## Task objective
For this exercise, write each entry below out precisely and omit the pictures.

## Input material

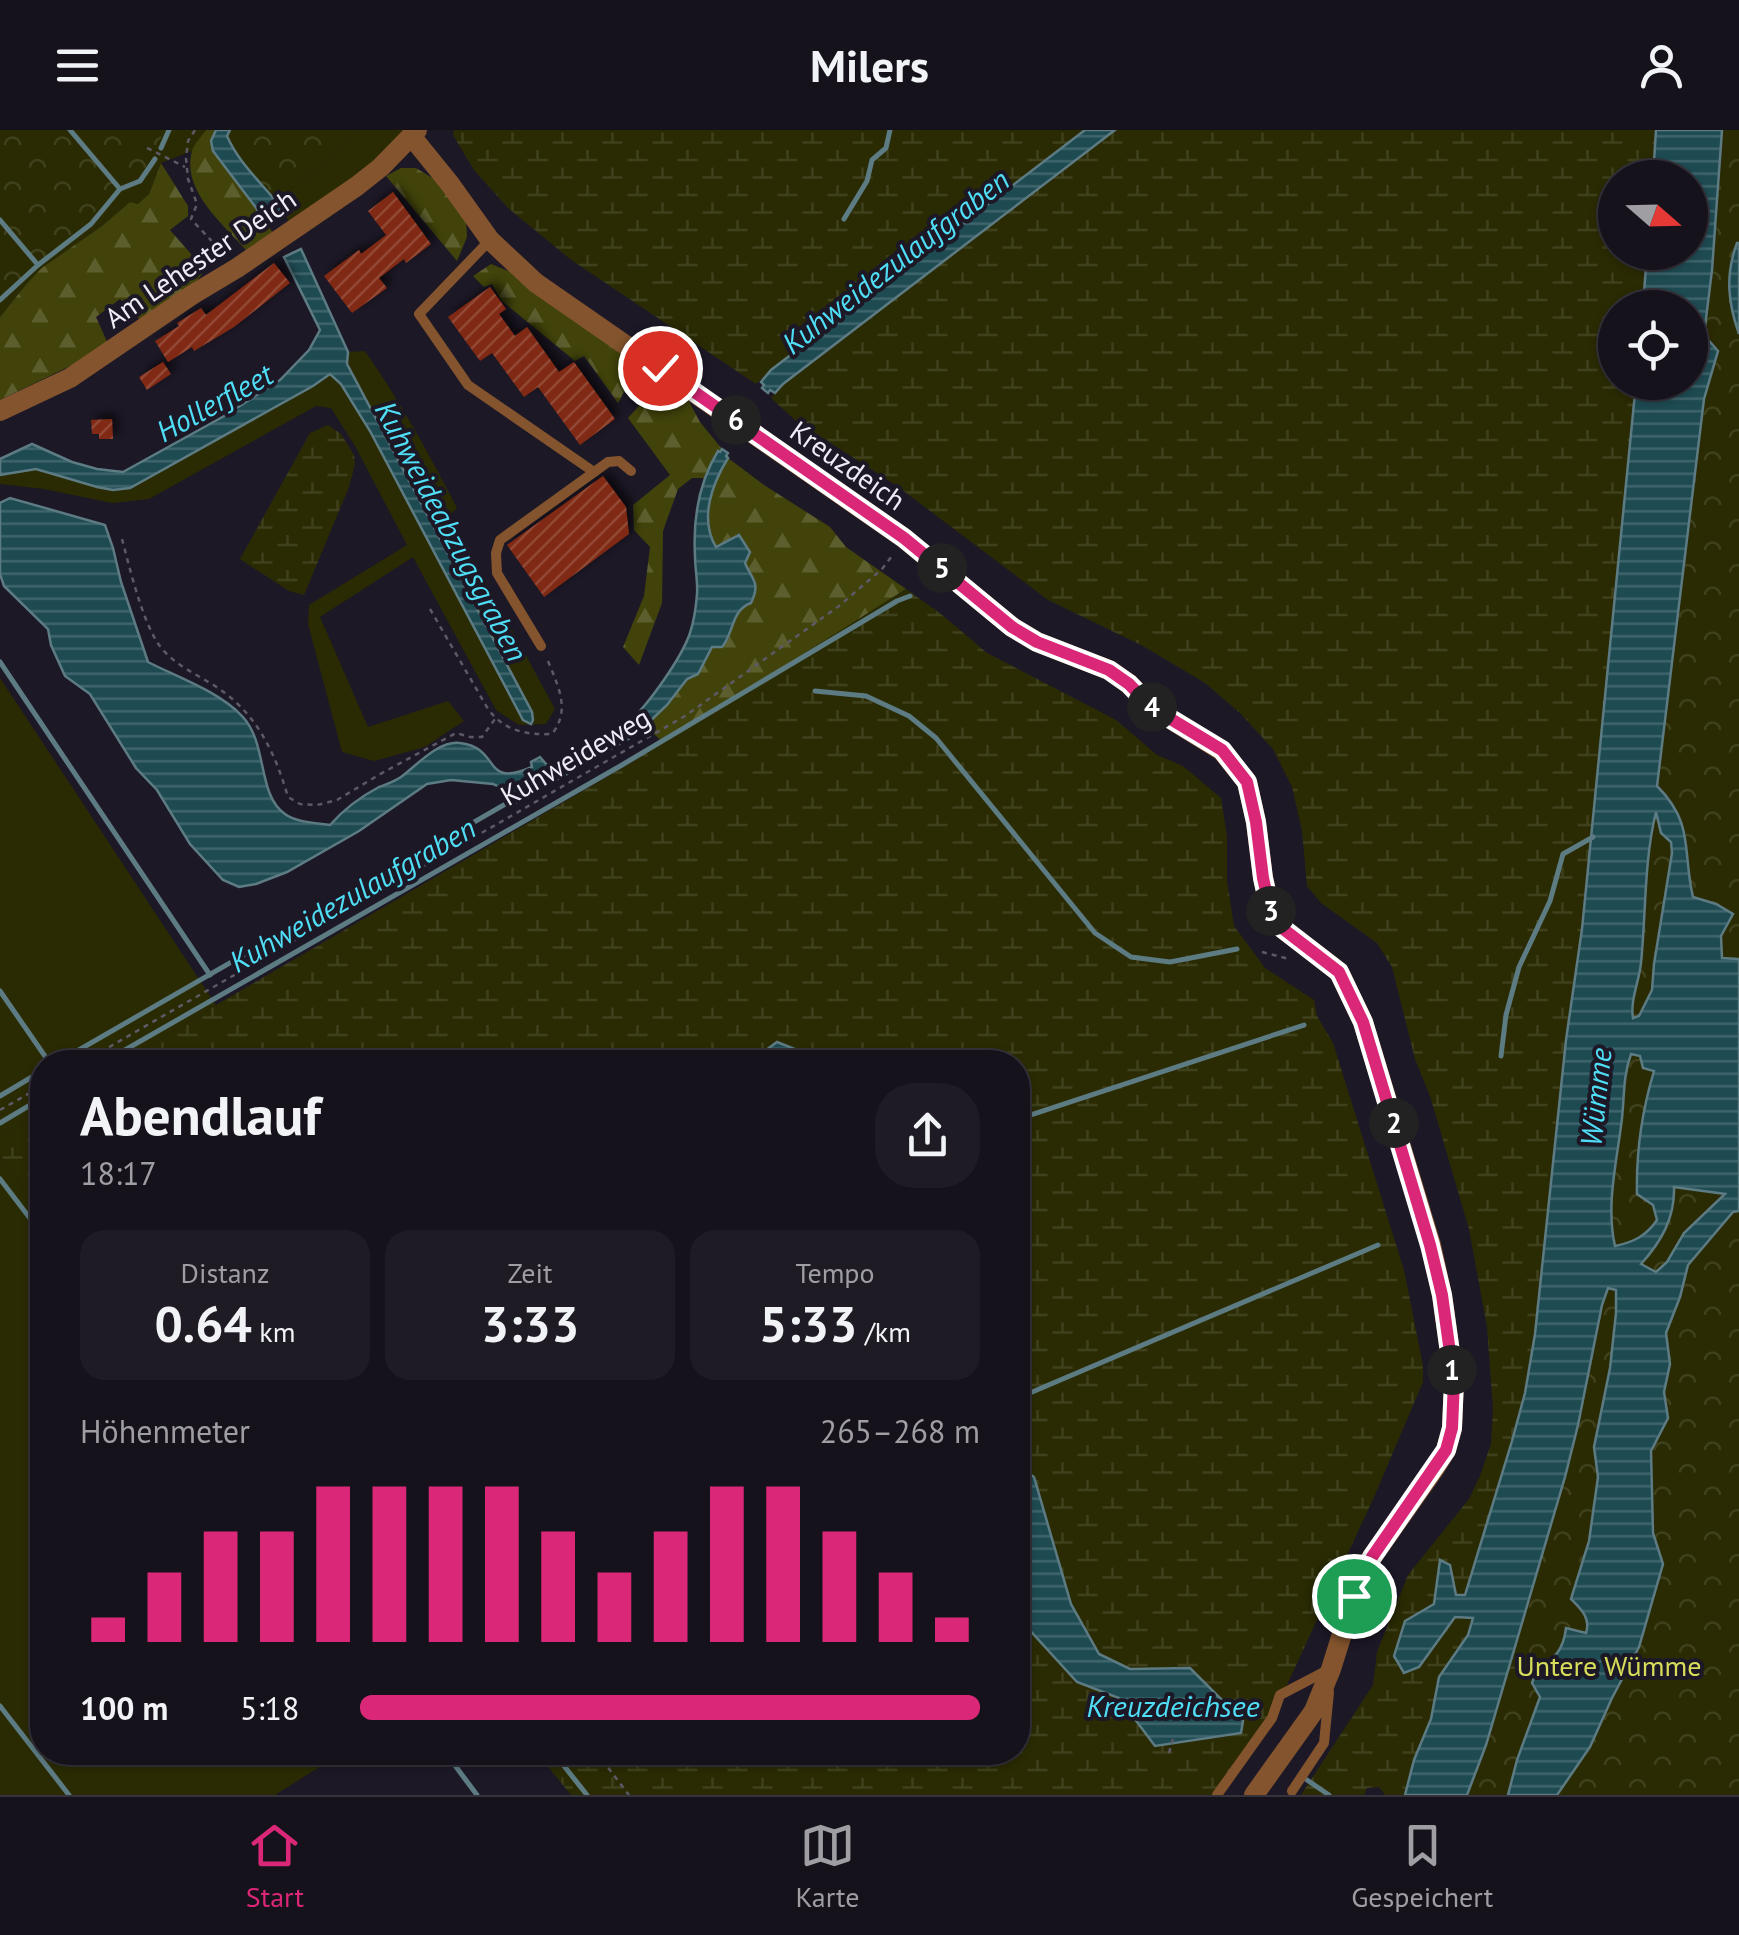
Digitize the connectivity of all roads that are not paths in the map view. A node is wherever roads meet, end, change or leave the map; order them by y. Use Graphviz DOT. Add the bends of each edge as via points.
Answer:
graph roads {
  1 [pos="415,134"];
  2 [pos="490,240"];
  3 [pos="0,410"];
  4 [pos="631,471"];
  5 [pos="594,472"];
  6 [pos="542,646"];
  7 [pos="1332,1669"];
  8 [pos="1292,1791"];
  9 [pos="1216,1795"];
  10 [pos="1254,1795"];
  1 -- 2 [label="street, Kreuzdeich"];
  1 -- 3 [label="street, Am Lehester Deich" via="357,186 236,268 70,378"];
  2 -- 5 [label="lane" via="419,314 468,384"];
  2 -- 7 [label="street, Kreuzdeich" via="536,283 904,538 1012,627 1109,670 1151,707 1222,750 1247,782 1270,909 1282,928 1339,972 1363,1022 1430,1245 1454,1381 1446,1450 1372,1557"];
  4 -- 5 [label="lane" via="619,461"];
  5 -- 6 [label="lane" via="500,540 496,553 498,573"];
  7 -- 8 [label="lane" via="1324,1743"];
  7 -- 9 [label="lane" via="1280,1695 1272,1718"];
  7 -- 10 [label="street, Kreuzdeich" via="1314,1710"];
}
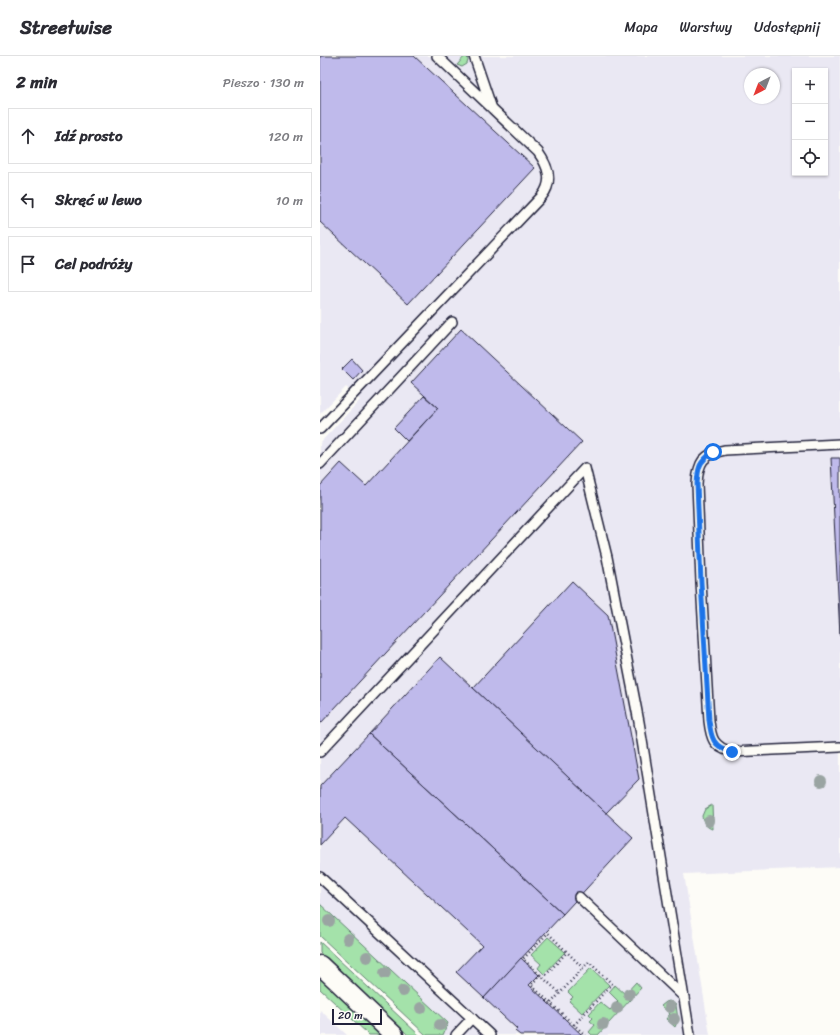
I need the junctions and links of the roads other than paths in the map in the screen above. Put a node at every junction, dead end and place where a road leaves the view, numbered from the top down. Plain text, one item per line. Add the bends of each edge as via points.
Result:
1 (437, 56) edge
2 (474, 56) edge
3 (492, 107) junction
4 (452, 322) dead end
5 (320, 429) edge
6 (840, 444) edge
7 (320, 464) edge
8 (840, 747) edge
9 (320, 752) edge
10 (320, 877) edge
11 (579, 897) dead end
12 (320, 965) edge
13 (684, 997) junction
14 (472, 1018) junction
15 (394, 1035) edge
16 (456, 1035) edge
17 (490, 1035) edge
18 (690, 1035) edge

1 - 3 lane
2 - 3 lane
3 - 5 lane via 544,161 549,172 545,192
4 - 7 lane
6 - 8 lane via 713,452 704,459 698,470 697,484 708,713 713,741 732,752
9 - 13 lane via 585,468 607,557 639,722
10 - 14 lane
11 - 13 lane
12 - 15 street
13 - 18 lane
14 - 16 lane
14 - 17 lane

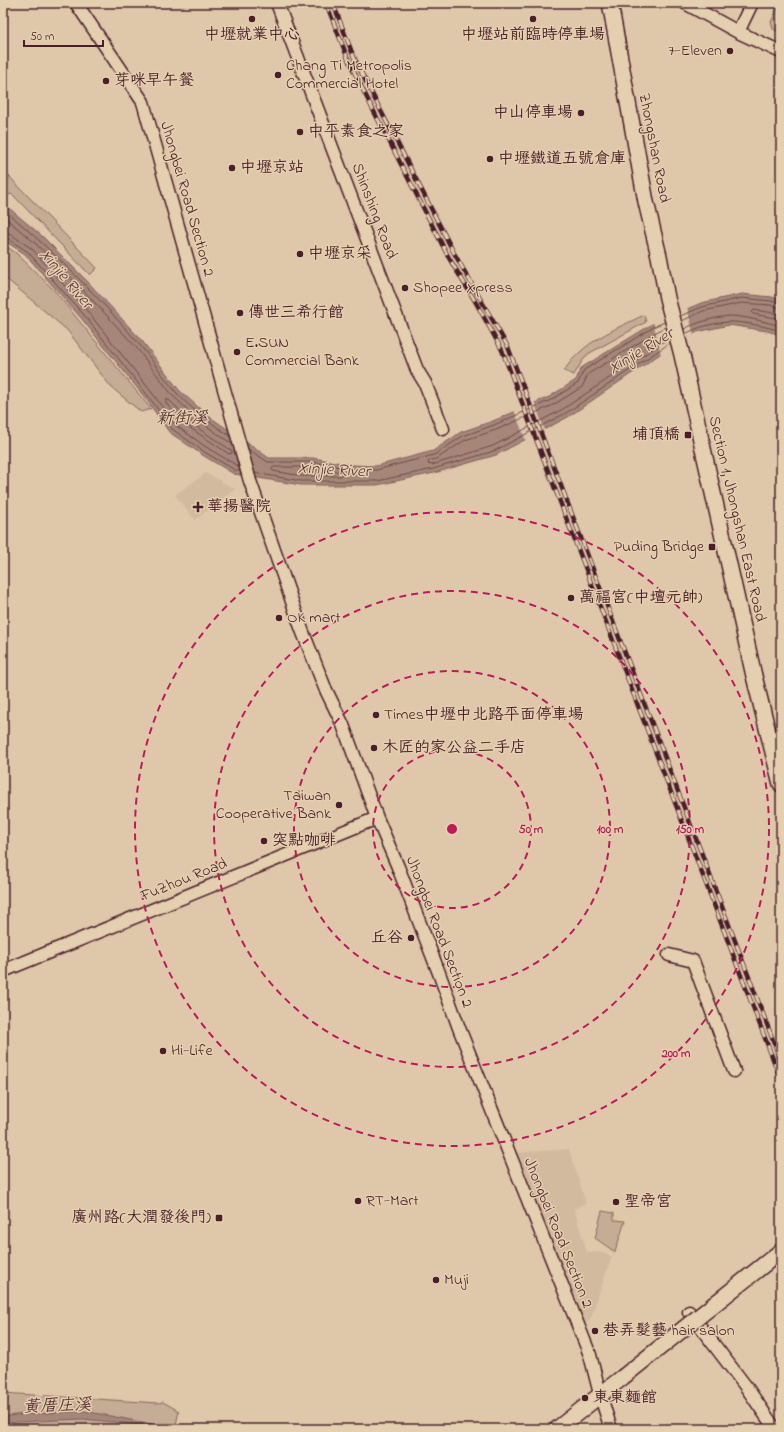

## Task response
Digitize the connectivity of all roads that are not paths in the map view. A node is wherever roads meet, end, change or leave the map; order them by y. Use Graphviz DOT. Add the bends of each edge as via points.
Answer:
graph roads {
  1 [pos="415,134"];
  2 [pos="490,240"];
  3 [pos="0,410"];
  4 [pos="631,471"];
  5 [pos="594,472"];
  6 [pos="542,646"];
  7 [pos="1332,1669"];
  8 [pos="1292,1791"];
  9 [pos="1216,1795"];
  10 [pos="1254,1795"];
  1 -- 2 [label="street, Kreuzdeich"];
  1 -- 3 [label="street, Am Lehester Deich" via="357,186 236,268 70,378"];
  2 -- 5 [label="lane" via="419,314 468,384"];
  2 -- 7 [label="street, Kreuzdeich" via="536,283 904,538 1012,627 1109,670 1151,707 1222,750 1247,782 1270,909 1282,928 1339,972 1363,1022 1430,1245 1454,1381 1446,1450 1372,1557"];
  4 -- 5 [label="lane" via="619,461"];
  5 -- 6 [label="lane" via="500,540 496,553 498,573"];
  7 -- 8 [label="lane" via="1324,1743"];
  7 -- 9 [label="lane" via="1280,1695 1272,1718"];
  7 -- 10 [label="street, Kreuzdeich" via="1314,1710"];
}
I need the junctions and links of the roads other than paths in the map in the screen above. Put a node at every junction, dead end and place where a road leaves the view, numbered from the top down. Plain text, one item per line. Add the bends of each edge as via points.
Result:
1 (437, 56) edge
2 (474, 56) edge
3 (492, 107) junction
4 (452, 322) dead end
5 (320, 429) edge
6 (840, 444) edge
7 (320, 464) edge
8 (840, 747) edge
9 (320, 752) edge
10 (320, 877) edge
11 (579, 897) dead end
12 (320, 965) edge
13 (684, 997) junction
14 (472, 1018) junction
15 (394, 1035) edge
16 (456, 1035) edge
17 (490, 1035) edge
18 (690, 1035) edge

1 - 3 lane
2 - 3 lane
3 - 5 lane via 544,161 549,172 545,192
4 - 7 lane
6 - 8 lane via 713,452 704,459 698,470 697,484 708,713 713,741 732,752
9 - 13 lane via 585,468 607,557 639,722
10 - 14 lane
11 - 13 lane
12 - 15 street
13 - 18 lane
14 - 16 lane
14 - 17 lane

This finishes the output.